# Task item
I need each line of the entries below that includes the string "ซอยท".

# Provided data
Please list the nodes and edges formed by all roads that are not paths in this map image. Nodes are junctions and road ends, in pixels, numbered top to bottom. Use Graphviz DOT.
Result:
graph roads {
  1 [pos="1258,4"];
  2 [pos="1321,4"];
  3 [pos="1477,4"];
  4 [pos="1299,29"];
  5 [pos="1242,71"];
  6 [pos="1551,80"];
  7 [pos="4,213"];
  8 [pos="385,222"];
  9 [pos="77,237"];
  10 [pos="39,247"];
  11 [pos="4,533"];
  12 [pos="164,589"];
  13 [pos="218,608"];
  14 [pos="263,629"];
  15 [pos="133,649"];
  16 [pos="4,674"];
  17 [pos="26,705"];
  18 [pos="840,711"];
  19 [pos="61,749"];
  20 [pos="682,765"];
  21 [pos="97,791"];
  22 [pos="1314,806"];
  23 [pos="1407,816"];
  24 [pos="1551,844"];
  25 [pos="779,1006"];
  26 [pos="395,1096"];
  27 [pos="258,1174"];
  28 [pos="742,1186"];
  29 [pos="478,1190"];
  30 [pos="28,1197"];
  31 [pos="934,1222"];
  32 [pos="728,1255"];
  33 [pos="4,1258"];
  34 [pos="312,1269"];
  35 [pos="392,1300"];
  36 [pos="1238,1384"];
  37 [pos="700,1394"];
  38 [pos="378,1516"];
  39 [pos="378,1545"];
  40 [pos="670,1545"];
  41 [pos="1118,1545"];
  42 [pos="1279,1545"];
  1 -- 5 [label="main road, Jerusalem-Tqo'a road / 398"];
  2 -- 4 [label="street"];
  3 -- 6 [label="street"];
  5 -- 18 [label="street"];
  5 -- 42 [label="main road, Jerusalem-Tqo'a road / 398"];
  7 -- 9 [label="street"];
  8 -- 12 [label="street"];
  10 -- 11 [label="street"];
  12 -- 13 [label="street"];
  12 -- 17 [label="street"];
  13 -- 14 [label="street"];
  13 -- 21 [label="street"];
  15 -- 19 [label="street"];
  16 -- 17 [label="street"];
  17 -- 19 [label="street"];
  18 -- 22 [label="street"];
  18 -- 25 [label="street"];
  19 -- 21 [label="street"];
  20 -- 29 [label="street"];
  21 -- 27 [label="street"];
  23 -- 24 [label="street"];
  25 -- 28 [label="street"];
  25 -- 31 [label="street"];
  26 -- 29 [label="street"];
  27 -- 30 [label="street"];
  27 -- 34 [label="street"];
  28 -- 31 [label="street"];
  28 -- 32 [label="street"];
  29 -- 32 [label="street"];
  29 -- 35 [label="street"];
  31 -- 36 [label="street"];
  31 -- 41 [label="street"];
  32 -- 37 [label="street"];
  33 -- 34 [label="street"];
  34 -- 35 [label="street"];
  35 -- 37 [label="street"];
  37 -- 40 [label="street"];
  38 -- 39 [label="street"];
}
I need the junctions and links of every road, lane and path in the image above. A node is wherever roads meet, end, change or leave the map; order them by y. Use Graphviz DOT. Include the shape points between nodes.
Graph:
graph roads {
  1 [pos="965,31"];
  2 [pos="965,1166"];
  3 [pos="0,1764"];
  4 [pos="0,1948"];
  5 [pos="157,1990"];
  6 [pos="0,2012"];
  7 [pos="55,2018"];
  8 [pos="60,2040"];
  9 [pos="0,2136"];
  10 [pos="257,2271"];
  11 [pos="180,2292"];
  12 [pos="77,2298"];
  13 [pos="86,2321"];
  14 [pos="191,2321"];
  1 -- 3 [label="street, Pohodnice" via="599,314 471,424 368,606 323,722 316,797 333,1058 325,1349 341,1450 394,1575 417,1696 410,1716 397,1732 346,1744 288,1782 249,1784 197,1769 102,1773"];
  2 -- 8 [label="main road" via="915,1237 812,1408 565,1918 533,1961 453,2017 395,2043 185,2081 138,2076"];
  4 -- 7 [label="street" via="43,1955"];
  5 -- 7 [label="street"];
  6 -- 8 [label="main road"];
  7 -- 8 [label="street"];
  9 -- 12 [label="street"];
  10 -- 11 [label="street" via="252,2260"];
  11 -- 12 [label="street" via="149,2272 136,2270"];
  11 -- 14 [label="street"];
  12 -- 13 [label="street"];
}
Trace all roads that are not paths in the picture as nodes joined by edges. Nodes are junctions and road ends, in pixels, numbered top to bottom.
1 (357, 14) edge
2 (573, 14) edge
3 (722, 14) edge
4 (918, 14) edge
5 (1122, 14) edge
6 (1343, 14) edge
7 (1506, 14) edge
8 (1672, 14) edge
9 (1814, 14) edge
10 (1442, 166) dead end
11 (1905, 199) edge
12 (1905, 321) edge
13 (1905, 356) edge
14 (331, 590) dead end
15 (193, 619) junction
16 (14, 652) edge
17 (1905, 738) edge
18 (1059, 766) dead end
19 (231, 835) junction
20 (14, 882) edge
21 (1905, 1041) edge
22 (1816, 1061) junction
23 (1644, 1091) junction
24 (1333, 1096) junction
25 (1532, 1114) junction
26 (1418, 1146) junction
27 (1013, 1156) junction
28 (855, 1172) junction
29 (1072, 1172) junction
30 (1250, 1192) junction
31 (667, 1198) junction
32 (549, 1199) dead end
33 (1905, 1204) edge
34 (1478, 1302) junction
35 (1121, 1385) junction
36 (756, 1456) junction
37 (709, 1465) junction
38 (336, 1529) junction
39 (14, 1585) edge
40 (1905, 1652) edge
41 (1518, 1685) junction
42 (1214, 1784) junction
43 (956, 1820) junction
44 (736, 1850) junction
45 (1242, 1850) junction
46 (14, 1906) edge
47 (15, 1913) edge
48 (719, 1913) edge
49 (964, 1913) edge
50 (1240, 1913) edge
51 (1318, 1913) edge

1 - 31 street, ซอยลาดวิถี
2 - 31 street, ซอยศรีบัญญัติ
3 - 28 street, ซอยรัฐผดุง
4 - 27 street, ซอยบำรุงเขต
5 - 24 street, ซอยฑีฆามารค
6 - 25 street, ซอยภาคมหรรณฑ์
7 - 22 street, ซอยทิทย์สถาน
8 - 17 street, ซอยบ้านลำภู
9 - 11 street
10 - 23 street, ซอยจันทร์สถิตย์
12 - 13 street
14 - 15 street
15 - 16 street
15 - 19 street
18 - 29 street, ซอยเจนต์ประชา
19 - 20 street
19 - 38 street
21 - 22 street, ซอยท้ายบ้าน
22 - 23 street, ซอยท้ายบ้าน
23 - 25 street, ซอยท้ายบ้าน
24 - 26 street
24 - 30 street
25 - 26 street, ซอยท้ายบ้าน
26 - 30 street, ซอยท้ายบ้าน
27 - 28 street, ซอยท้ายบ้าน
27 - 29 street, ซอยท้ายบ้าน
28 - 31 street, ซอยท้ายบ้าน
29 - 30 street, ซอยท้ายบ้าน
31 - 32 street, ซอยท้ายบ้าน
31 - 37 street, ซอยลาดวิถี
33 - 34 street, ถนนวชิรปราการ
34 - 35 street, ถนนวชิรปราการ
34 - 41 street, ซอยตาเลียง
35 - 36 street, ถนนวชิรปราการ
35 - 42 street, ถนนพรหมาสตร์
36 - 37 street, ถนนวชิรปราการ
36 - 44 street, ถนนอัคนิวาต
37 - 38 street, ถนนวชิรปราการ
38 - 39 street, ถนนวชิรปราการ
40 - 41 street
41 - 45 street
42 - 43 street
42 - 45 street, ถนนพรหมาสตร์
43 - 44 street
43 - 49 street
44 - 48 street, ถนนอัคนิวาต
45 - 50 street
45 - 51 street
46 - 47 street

# Solution below
7 - 22 street, ซอยทิทย์สถาน
21 - 22 street, ซอยท้ายบ้าน
22 - 23 street, ซอยท้ายบ้าน
23 - 25 street, ซอยท้ายบ้าน
25 - 26 street, ซอยท้ายบ้าน
26 - 30 street, ซอยท้ายบ้าน
27 - 28 street, ซอยท้ายบ้าน
27 - 29 street, ซอยท้ายบ้าน
28 - 31 street, ซอยท้ายบ้าน
29 - 30 street, ซอยท้ายบ้าน
31 - 32 street, ซอยท้ายบ้าน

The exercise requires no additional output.